• _Saved entries_:
========================
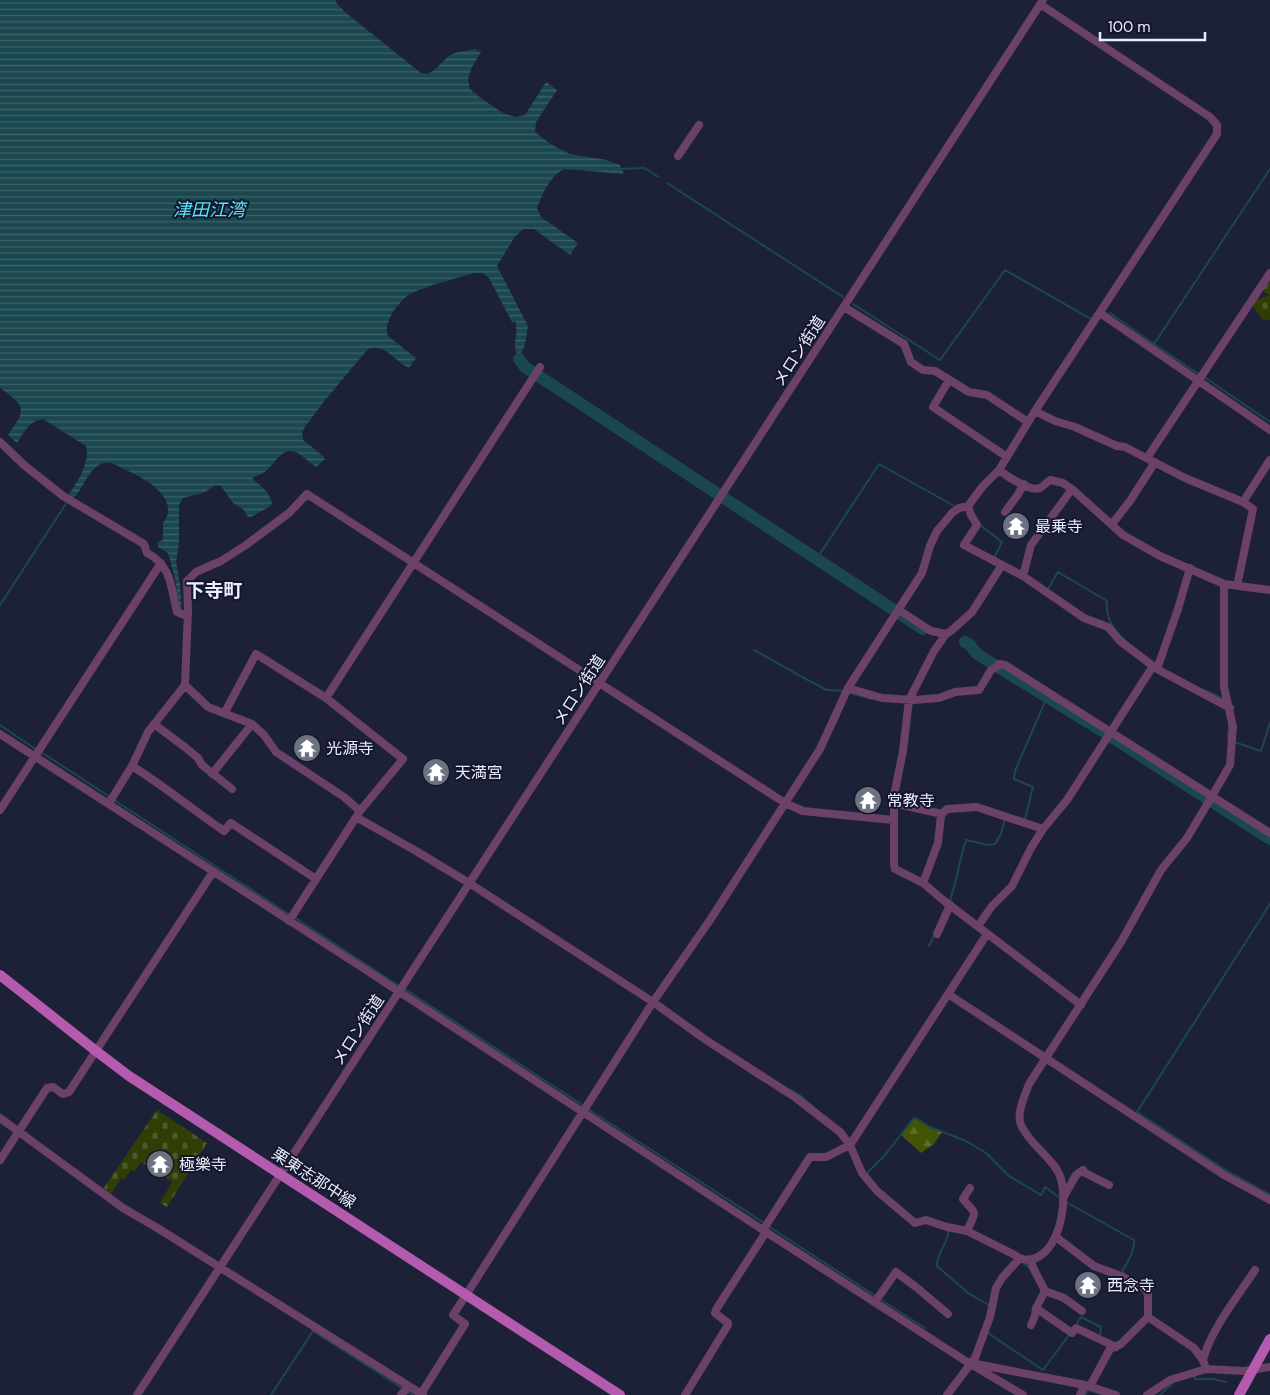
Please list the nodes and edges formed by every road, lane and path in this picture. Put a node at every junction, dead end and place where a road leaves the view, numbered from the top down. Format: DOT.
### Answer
graph roads {
  1 [pos="1041,1"];
  2 [pos="698,124"];
  3 [pos="678,156"];
  4 [pos="1270,273"];
  5 [pos="844,307"];
  6 [pos="1100,313"];
  7 [pos="540,367"];
  8 [pos="949,380"];
  9 [pos="1198,381"];
  10 [pos="1035,411"];
  11 [pos="1028,422"];
  12 [pos="1270,430"];
  13 [pos="0,442"];
  14 [pos="1007,457"];
  15 [pos="1147,458"];
  16 [pos="1270,460"];
  17 [pos="1155,462"];
  18 [pos="999,470"];
  19 [pos="1024,484"];
  20 [pos="1072,489"];
  21 [pos="1243,502"];
  22 [pos="968,506"];
  23 [pos="1005,512"];
  24 [pos="1112,524"];
  25 [pos="414,562"];
  26 [pos="161,563"];
  27 [pos="1002,565"];
  28 [pos="1190,568"];
  29 [pos="1023,576"];
  30 [pos="1224,584"];
  31 [pos="1237,586"];
  32 [pos="1270,590"];
  33 [pos="897,612"];
  34 [pos="187,616"];
  35 [pos="946,634"];
  36 [pos="1155,668"];
  37 [pos="600,683"];
  38 [pos="185,685"];
  39 [pos="848,688"];
  40 [pos="326,698"];
  41 [pos="909,700"];
  42 [pos="1230,708"];
  43 [pos="224,712"];
  44 [pos="154,724"];
  45 [pos="252,724"];
  46 [pos="0,734"];
  47 [pos="1109,734"];
  48 [pos="38,753"];
  49 [pos="132,766"];
  50 [pos="212,774"];
  51 [pos="232,789"];
  52 [pos="1211,799"];
  53 [pos="111,800"];
  54 [pos="785,803"];
  55 [pos="893,803"];
  56 [pos="0,810"];
  57 [pos="358,814"];
  58 [pos="942,814"];
  59 [pos="893,820"];
  60 [pos="1042,829"];
  61 [pos="1270,833"];
  62 [pos="213,872"];
  63 [pos="316,879"];
  64 [pos="470,883"];
  65 [pos="923,883"];
  66 [pos="950,905"];
  67 [pos="292,917"];
  68 [pos="978,926"];
  69 [pos="937,934"];
  70 [pos="987,934"];
  71 [pos="0,975"];
  72 [pos="401,989"];
  73 [pos="948,994"];
  74 [pos="654,1002"];
  75 [pos="1081,1005"];
  76 [pos="96,1051"];
  77 [pos="1046,1058"];
  78 [pos="585,1110"];
  79 [pos="0,1118"];
  80 [pos="18,1132"];
  81 [pos="850,1144"];
  82 [pos="0,1160"];
  83 [pos="280,1173"];
  84 [pos="1109,1185"];
  85 [pos="970,1188"];
  86 [pos="1063,1198"];
  87 [pos="1270,1200"];
  88 [pos="765,1228"];
  89 [pos="967,1231"];
  90 [pos="1056,1237"];
  91 [pos="1019,1259"];
  92 [pos="1030,1259"];
  93 [pos="219,1268"];
  94 [pos="1255,1270"];
  95 [pos="1044,1291"];
  96 [pos="466,1294"];
  97 [pos="877,1300"];
  98 [pos="1036,1308"];
  99 [pos="1082,1312"];
  100 [pos="948,1314"];
  101 [pos="1148,1317"];
  102 [pos="1031,1325"];
  103 [pos="1270,1338"];
  104 [pos="1116,1347"];
  105 [pos="1202,1360"];
  106 [pos="971,1364"];
  107 [pos="1270,1367"];
  108 [pos="1206,1369"];
  109 [pos="1253,1369"];
  110 [pos="409,1386"];
  111 [pos="1087,1386"];
  112 [pos="422,1394"];
  113 [pos="1242,1394"];
  114 [pos="137,1395"];
  115 [pos="402,1395"];
  116 [pos="620,1395"];
  117 [pos="685,1395"];
  118 [pos="947,1395"];
  119 [pos="1023,1395"];
  120 [pos="1080,1395"];
  121 [pos="1116,1395"];
  122 [pos="1147,1395"];
  1 -- 5 [label="street, メロン街道"];
  1 -- 6 [label="street"];
  2 -- 3 [label="street"];
  4 -- 9 [label="street"];
  5 -- 8 [label="street"];
  5 -- 37 [label="street, メロン街道"];
  6 -- 9 [label="street"];
  6 -- 10 [label="street"];
  7 -- 25 [label="street"];
  8 -- 11 [label="street"];
  8 -- 14 [label="street"];
  9 -- 12 [label="street"];
  9 -- 15 [label="street"];
  10 -- 11 [label="street"];
  10 -- 15 [label="street"];
  11 -- 14 [label="street"];
  13 -- 26 [label="street"];
  14 -- 18 [label="street"];
  15 -- 17 [label="street"];
  16 -- 21 [label="street"];
  17 -- 21 [label="street"];
  17 -- 24 [label="street"];
  18 -- 19 [label="street"];
  18 -- 22 [label="street"];
  19 -- 20 [label="street"];
  19 -- 23 [label="street"];
  20 -- 24 [label="street"];
  20 -- 29 [label="street"];
  21 -- 31 [label="street"];
  22 -- 27 [label="street"];
  22 -- 33 [label="street"];
  24 -- 28 [label="street"];
  25 -- 34 [label="street"];
  25 -- 37 [label="street"];
  25 -- 40 [label="street"];
  26 -- 34 [label="street"];
  26 -- 48 [label="street"];
  27 -- 29 [label="street"];
  27 -- 35 [label="street"];
  28 -- 30 [label="street"];
  28 -- 36 [label="street"];
  29 -- 36 [label="street"];
  30 -- 31 [label="street"];
  30 -- 42 [label="street"];
  31 -- 32 [label="street"];
  33 -- 35 [label="street"];
  33 -- 39 [label="street"];
  34 -- 38 [label="street"];
  35 -- 41 [label="street"];
  36 -- 42 [label="street"];
  36 -- 47 [label="street"];
  37 -- 54 [label="street"];
  37 -- 64 [label="street, メロン街道"];
  38 -- 43 [label="street"];
  38 -- 44 [label="street"];
  39 -- 41 [label="street"];
  39 -- 54 [label="street"];
  40 -- 43 [label="street"];
  40 -- 57 [label="street"];
  41 -- 47 [label="street"];
  41 -- 55 [label="street"];
  42 -- 52 [label="street"];
  43 -- 45 [label="street"];
  44 -- 49 [label="street"];
  44 -- 50 [label="street"];
  45 -- 50 [label="street"];
  45 -- 57 [label="street"];
  46 -- 48 [label="street"];
  47 -- 52 [label="street"];
  47 -- 60 [label="street"];
  48 -- 53 [label="street"];
  48 -- 56 [label="street"];
  49 -- 53 [label="street"];
  49 -- 63 [label="street"];
  50 -- 51 [label="street"];
  52 -- 61 [label="street"];
  52 -- 75 [label="street"];
  53 -- 62 [label="street"];
  54 -- 59 [label="street"];
  54 -- 74 [label="street"];
  55 -- 58 [label="street"];
  55 -- 59 [label="street"];
  57 -- 63 [label="street"];
  57 -- 64 [label="street"];
  58 -- 60 [label="street"];
  58 -- 65 [label="street"];
  59 -- 65 [label="street"];
  60 -- 68 [label="street"];
  62 -- 67 [label="street"];
  62 -- 76 [label="street"];
  63 -- 67 [label="street"];
  64 -- 72 [label="street, メロン街道"];
  64 -- 74 [label="street"];
  65 -- 66 [label="street"];
  66 -- 68 [label="street"];
  66 -- 69 [label="street"];
  67 -- 72 [label="street"];
  68 -- 70 [label="street"];
  70 -- 73 [label="street"];
  70 -- 75 [label="street"];
  71 -- 76 [label="main road, 栗東志那中線"];
  72 -- 78 [label="street"];
  72 -- 83 [label="street, メロン街道"];
  73 -- 77 [label="street"];
  73 -- 81 [label="street"];
  74 -- 78 [label="street"];
  74 -- 81 [label="street"];
  75 -- 77 [label="street"];
  76 -- 80 [label="street"];
  76 -- 83 [label="main road, 栗東志那中線"];
  77 -- 86 [label="street"];
  77 -- 87 [label="street"];
  78 -- 88 [label="street"];
  78 -- 96 [label="street"];
  79 -- 80 [label="street"];
  80 -- 82 [label="street"];
  80 -- 93 [label="street"];
  81 -- 88 [label="street"];
  81 -- 89 [label="street"];
  83 -- 93 [label="street, メロン街道"];
  83 -- 96 [label="main road, 栗東志那中線"];
  84 -- 86 [label="street"];
  85 -- 89 [label="street"];
  86 -- 90 [label="street"];
  88 -- 97 [label="street"];
  88 -- 117 [label="street"];
  89 -- 91 [label="street"];
  90 -- 92 [label="street"];
  90 -- 101 [label="street"];
  91 -- 92 [label="street"];
  91 -- 106 [label="street"];
  92 -- 95 [label="street"];
  93 -- 110 [label="street"];
  93 -- 114 [label="street, メロン街道"];
  94 -- 105 [label="street"];
  95 -- 98 [label="street"];
  95 -- 99 [label="street"];
  96 -- 112 [label="street"];
  96 -- 116 [label="main road, 栗東志那中線"];
  97 -- 100 [label="street"];
  97 -- 106 [label="street"];
  98 -- 102 [label="street"];
  98 -- 104 [label="street"];
  101 -- 104 [label="street"];
  101 -- 105 [label="street"];
  103 -- 109 [label="main road"];
  104 -- 111 [label="street"];
  105 -- 108 [label="street"];
  106 -- 111 [label="street"];
  106 -- 118 [label="street"];
  106 -- 119 [label="street"];
  107 -- 109 [label="street"];
  108 -- 109 [label="street"];
  108 -- 122 [label="street"];
  109 -- 113 [label="main road"];
  110 -- 112 [label="street"];
  110 -- 115 [label="street"];
  111 -- 120 [label="street"];
  111 -- 121 [label="street"];
}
========================
• _Activity_: How many lines of the data above include the word "main"? Only that number should be returned.

• _Task answer_: 6